Adeno-Associated Virus, a small, non-pathogenic virus widely used as a delivery vehicle for gene therapy due to its ability to infect dividing and non-dividing cells with low immunogenicity and long-term transgene expression.

What category does AAV belong to?

AAV is a therapeutics concept in synthetic biology and synbio technology.

AAV — Synthetic Biology Glossary

Adeno-associated viruses are the most clinically validated delivery vectors for in vivo gene therapy, with multiple approved products and hundreds of ongoing clinical trials. AAVs are small, non-enveloped viruses with a single-stranded DNA genome of approximately 4.7 kilobases. Different AAV serotypes exhibit distinct tissue tropisms, enabling targeting of specific organs including liver (AAV8, AAV9), muscle (AAV9), retina (AAV2), and central nervous system (AAV9, AAVrh10). This natural tissue selectivity, combined with a favorable safety profile, has made AAV the vector of choice for most in vivo gene therapy programs.

The engineering of novel AAV capsids has become a major area of innovation. Companies like Dyno Therapeutics, co-founded by George Church, use machine learning and directed evolution to design synthetic AAV capsids with improved tissue specificity, enhanced transduction efficiency, and reduced immunogenicity. Regenxbio holds an extensive patent portfolio covering natural AAV serotypes and engineered variants. 4D Molecular Therapeutics develops optimized AAV vectors through systematic capsid engineering for ophthalmology and cardiology applications. These efforts aim to overcome the limitations of natural AAV serotypes, including pre-existing immunity in patients previously exposed to wild-type AAV.
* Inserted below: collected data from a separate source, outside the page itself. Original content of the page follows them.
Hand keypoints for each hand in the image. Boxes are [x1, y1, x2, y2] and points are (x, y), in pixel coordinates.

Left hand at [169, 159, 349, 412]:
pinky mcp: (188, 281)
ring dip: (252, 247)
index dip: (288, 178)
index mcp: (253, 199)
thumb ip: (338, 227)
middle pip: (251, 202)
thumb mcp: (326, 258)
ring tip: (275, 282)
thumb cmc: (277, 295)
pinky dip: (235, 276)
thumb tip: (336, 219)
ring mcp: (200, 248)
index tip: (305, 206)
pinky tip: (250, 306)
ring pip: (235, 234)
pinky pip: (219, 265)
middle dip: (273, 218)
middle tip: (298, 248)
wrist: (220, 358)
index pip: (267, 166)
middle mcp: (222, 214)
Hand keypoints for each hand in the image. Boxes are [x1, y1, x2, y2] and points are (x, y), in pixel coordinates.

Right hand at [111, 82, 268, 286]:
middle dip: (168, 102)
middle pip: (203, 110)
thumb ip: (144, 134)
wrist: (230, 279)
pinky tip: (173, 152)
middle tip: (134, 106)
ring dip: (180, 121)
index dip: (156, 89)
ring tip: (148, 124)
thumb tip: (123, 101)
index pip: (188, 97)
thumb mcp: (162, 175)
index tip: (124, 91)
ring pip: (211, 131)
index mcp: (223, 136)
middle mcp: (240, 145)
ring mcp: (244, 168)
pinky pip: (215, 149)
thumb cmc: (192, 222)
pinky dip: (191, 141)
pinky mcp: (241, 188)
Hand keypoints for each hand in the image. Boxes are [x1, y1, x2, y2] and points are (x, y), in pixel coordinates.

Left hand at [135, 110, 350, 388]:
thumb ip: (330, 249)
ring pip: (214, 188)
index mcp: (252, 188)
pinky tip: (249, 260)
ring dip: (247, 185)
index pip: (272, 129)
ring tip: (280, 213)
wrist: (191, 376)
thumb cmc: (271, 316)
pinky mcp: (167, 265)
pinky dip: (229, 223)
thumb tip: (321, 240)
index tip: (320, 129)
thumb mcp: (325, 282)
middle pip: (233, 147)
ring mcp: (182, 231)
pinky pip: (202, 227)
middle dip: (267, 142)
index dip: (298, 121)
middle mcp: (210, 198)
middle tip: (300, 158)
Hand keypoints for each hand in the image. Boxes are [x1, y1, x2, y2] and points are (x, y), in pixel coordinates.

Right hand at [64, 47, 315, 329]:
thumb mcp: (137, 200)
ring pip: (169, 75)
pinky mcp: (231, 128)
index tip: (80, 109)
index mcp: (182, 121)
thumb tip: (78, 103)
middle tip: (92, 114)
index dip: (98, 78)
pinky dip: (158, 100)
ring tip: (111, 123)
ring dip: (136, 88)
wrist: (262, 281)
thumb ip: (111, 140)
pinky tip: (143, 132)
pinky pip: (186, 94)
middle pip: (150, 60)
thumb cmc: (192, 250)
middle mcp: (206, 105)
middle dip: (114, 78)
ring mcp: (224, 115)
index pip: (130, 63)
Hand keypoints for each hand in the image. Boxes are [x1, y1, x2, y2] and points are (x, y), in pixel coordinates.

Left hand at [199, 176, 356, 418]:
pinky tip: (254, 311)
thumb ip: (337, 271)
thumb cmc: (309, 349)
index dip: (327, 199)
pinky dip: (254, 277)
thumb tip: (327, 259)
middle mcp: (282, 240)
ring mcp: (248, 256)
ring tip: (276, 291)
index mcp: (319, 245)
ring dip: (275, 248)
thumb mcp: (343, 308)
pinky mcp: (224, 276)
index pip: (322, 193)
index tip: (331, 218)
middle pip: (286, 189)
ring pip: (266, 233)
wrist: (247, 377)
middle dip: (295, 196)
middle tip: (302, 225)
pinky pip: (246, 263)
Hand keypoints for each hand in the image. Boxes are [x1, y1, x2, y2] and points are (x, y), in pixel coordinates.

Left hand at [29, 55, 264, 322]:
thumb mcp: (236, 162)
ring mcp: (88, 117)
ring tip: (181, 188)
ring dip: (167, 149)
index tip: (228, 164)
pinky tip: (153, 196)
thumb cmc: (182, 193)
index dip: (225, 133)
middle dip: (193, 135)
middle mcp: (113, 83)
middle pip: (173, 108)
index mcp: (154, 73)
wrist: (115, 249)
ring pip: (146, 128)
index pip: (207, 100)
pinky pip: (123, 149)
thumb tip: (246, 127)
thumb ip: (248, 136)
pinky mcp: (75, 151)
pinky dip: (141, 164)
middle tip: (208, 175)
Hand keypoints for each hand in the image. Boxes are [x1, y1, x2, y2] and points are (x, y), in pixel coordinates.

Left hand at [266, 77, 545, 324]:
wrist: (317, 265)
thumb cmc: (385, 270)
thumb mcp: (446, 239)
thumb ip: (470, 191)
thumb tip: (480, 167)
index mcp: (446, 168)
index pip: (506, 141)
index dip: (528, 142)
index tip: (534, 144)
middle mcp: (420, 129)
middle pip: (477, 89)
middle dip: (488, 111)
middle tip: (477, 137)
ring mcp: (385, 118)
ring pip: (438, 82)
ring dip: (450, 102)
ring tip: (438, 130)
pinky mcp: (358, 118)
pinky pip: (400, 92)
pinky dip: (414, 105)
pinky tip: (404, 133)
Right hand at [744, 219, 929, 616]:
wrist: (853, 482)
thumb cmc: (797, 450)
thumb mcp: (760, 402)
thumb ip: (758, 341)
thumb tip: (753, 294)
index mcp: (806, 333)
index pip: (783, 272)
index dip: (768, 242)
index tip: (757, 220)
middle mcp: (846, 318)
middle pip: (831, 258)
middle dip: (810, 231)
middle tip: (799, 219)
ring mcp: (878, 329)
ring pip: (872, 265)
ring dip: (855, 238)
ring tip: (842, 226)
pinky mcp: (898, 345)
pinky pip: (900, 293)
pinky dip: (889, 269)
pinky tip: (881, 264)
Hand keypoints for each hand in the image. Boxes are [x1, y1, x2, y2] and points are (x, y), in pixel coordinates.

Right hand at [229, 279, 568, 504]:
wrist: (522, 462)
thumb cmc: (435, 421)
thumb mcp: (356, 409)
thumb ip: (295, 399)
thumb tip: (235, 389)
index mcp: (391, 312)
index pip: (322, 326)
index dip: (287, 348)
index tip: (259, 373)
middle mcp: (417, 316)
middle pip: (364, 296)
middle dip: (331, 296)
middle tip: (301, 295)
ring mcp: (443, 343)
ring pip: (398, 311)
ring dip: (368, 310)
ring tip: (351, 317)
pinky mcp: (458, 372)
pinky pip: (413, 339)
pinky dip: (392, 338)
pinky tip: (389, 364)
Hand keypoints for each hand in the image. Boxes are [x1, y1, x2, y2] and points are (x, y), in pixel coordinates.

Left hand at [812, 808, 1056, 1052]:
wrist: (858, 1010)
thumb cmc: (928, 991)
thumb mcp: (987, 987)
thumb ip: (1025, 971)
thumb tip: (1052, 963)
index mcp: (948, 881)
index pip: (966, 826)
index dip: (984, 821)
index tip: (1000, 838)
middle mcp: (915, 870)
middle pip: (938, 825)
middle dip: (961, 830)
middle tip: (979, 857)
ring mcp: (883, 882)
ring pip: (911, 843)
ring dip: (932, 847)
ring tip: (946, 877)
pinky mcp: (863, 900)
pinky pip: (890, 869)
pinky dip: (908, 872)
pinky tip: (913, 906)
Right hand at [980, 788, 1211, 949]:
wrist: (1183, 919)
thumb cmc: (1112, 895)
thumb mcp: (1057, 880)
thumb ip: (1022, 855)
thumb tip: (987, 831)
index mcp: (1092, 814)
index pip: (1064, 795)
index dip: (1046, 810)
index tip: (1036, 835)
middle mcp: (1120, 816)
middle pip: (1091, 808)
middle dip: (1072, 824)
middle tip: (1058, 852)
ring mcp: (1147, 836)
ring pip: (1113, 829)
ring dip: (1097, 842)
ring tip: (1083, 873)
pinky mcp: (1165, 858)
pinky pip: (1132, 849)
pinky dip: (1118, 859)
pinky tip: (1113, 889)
Manufacturing AAV at sufficient quality and scale remains a significant industry challenge. The packaging capacity limit of approximately 4.7 kilobases restricts the size of therapeutic genes that can be delivered, requiring dual-vector strategies or mini-gene approaches for larger payloads. Production yields in mammalian cell culture systems are often low, driving up costs. Forge Biologics, Catalent, and other CDMOs are investing in large-scale AAV manufacturing capabilities using both adherent and suspension cell platforms. Emerging production methods including baculovirus-insect cell systems and stable producer cell lines aim to improve scalability and reduce the cost of goods for AAV-based therapies.